The natural rhythm of Washington wonkery has also kicked in. USTR is working on a trade component of the framework, which involves digital trade, agricultural regulation along with labor and environmental commitments, said a Biden official. Commerce oversees much of the rest as it seeks to put what official after official calls “meat on the bones.” Both agencies coordinate through the NSC. Outside trade experts are making suggestions about how to flesh out the plan.

Among the ideas in a 13-page paper by Matthew Goodman and William Reinsch, Democratic trade experts now at the Center for Strategic and International Studies: Use the framework to push for the stalled digital service trade deal in Asia, and finance renewable energy projects, including deploying technology to inject atmospheric carbon dioxide into concrete.

So far, the plan is vague enough that Coons could put together a bipartisan letter of support from five other lawmakers, including Republican free-trader Sen. Todd Young of Indiana and Democratic free-trade skeptic Sen. Jeff Merkley from Oregon. The letter pushed for a digital trade pact that would protect privacy and assure the flow of information across borders.

“The purpose of this letter was to encourage the administration to put forward some more specific policies,” says Young.

But the more specific the plan gets, the more the political constraints kick in. Coons, for instance, backs tariffs on imported goods made through carbon-intensive processes, which would penalize China — a proposal bound to kick up opposition from importers and other business interests and could also disadvantage potential U.S. allies like India or Vietnam.
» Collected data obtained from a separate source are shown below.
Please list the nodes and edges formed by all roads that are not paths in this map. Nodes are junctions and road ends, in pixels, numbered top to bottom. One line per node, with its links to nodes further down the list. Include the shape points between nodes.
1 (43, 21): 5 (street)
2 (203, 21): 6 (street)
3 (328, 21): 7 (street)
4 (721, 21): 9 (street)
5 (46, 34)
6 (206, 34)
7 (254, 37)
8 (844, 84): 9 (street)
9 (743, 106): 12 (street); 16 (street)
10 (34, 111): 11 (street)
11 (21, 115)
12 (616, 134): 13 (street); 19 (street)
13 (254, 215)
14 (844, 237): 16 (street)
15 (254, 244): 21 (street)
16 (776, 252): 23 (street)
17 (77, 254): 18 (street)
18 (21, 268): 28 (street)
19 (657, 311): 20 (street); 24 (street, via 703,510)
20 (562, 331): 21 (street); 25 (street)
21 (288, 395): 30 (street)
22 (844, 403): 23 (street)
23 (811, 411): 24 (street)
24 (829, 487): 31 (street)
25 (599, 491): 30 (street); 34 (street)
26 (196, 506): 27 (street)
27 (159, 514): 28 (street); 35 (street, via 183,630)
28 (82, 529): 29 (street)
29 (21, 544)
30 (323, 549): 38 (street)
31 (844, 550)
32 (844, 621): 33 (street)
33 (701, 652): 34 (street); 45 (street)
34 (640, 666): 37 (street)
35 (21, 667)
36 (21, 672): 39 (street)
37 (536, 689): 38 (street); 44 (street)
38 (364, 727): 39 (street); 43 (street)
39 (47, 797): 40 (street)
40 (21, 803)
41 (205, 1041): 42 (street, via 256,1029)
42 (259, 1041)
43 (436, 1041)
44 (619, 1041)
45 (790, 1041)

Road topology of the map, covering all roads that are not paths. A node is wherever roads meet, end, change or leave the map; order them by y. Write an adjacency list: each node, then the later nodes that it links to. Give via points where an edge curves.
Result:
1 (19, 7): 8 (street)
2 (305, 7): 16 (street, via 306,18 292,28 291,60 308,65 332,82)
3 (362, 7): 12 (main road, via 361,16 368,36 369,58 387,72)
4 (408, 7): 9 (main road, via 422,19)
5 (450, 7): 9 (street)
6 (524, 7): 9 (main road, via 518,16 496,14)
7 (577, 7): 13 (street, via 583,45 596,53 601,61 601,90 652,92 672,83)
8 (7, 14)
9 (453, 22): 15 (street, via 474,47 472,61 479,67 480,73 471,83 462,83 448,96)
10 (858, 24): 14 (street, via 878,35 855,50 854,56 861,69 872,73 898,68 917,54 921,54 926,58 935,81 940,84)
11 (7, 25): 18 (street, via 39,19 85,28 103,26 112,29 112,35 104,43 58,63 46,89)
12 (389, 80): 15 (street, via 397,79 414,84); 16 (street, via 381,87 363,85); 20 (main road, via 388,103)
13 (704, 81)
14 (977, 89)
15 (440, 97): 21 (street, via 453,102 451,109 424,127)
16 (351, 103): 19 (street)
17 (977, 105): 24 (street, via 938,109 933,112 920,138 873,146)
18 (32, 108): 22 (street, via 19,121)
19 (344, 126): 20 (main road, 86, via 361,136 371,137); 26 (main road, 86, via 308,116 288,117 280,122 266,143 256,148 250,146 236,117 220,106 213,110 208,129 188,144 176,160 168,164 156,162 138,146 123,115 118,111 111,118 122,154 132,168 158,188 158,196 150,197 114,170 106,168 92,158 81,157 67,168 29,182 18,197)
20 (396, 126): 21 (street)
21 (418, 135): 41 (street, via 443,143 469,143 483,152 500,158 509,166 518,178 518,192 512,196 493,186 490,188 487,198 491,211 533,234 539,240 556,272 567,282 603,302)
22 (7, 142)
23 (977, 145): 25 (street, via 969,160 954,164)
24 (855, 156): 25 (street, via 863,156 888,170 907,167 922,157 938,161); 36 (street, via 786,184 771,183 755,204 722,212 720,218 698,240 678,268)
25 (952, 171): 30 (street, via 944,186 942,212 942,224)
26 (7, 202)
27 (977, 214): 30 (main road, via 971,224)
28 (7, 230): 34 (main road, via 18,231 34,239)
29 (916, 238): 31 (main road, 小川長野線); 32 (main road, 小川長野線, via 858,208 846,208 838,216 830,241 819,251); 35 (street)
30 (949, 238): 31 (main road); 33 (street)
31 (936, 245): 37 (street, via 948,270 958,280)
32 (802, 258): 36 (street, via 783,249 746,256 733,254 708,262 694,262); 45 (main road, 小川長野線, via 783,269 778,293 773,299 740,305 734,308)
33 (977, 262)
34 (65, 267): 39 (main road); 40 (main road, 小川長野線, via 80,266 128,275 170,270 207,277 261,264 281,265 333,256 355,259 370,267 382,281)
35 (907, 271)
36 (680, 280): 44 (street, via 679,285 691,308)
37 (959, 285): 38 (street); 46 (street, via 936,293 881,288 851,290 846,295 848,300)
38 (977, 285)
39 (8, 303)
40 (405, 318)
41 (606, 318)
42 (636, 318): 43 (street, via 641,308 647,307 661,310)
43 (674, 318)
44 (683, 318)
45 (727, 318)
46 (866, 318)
Meanwhile, labor unions are suspicious of a digital trade agreement, fearing that enhanced communications could make it easier to automate jobs and shift them overseas. “We know where the trouble spots are for us,” says Dan Mauer, government affairs director for the Communications Workers of America.
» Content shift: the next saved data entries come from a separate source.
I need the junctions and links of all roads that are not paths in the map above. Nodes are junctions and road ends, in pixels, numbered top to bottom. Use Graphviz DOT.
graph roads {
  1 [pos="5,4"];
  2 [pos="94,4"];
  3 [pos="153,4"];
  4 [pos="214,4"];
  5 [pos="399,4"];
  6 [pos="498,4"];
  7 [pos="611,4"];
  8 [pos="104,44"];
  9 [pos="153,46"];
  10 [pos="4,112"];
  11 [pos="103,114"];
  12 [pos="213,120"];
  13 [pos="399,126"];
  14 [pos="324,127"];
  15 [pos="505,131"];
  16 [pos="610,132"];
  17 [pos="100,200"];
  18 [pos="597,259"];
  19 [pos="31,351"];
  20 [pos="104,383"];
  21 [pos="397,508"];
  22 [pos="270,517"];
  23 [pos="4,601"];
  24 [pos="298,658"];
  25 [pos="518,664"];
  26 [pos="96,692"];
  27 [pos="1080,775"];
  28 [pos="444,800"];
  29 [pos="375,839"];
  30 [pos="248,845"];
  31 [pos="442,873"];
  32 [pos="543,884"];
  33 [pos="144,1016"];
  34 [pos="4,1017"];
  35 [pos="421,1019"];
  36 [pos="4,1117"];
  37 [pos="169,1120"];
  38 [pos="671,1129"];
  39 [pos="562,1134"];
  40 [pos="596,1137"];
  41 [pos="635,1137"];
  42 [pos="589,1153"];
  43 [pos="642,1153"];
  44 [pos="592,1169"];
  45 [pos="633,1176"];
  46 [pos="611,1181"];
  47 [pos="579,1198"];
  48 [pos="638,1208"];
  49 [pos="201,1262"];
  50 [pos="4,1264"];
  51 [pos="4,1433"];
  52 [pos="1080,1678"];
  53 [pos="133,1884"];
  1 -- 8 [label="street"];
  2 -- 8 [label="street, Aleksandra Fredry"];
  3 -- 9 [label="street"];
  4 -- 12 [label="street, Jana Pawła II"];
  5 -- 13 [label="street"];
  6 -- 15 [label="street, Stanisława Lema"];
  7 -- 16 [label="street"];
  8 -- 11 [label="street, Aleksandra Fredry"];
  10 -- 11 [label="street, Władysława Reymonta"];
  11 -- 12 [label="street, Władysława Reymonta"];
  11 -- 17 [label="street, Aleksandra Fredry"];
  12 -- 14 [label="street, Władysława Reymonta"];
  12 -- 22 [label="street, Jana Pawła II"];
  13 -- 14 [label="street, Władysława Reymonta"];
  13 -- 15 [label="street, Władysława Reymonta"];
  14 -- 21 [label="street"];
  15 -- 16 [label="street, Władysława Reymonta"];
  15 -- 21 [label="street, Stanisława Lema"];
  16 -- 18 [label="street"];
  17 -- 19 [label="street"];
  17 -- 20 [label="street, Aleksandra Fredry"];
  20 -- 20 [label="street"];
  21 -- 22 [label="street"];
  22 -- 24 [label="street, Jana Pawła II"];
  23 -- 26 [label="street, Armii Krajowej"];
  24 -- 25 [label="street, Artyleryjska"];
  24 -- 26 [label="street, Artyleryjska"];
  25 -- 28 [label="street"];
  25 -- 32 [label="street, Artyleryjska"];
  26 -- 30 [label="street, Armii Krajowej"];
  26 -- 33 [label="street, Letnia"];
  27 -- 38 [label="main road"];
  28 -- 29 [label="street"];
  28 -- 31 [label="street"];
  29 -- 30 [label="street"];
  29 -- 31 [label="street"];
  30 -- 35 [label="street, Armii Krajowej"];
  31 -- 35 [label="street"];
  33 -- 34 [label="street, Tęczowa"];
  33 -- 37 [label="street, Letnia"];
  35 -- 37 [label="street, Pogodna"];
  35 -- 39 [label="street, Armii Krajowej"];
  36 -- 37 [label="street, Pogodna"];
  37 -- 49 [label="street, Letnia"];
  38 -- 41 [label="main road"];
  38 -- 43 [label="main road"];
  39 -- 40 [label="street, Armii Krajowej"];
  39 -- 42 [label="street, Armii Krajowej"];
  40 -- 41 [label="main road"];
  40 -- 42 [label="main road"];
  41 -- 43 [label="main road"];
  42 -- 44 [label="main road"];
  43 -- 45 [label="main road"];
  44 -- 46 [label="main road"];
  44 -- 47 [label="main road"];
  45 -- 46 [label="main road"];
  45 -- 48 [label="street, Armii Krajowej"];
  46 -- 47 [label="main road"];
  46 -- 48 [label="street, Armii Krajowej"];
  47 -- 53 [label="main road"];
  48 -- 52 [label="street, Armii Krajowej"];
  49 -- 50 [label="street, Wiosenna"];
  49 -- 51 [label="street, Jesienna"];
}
And as the TPP panic attack on Capitol Hill in December shows, there is deep suspicion among free-trade critics that the administration will use the framework to try to rejoin the TPP or start negotiations on a new broad trade deal. Activists say they are ready for a battle.

“There are some never-learn ideologues trying to use this process to revive the corporate-rigged trade pact model in general and TPP in specific,” says Lori Wallach, a veteran anti-free trade campaigner who works closely with Democratic lawmakers.

The White House knows it has a lot of work to do in Washington as well as in Asia. “The United States is going to have to continue to step up its game,” Campbell, the White House Asia coordinator, said in early January at the Carnegie Endowment for International Peace. “I think we well understand inside the Biden administration that 2022 will be about these engagements comprehensively across the region.”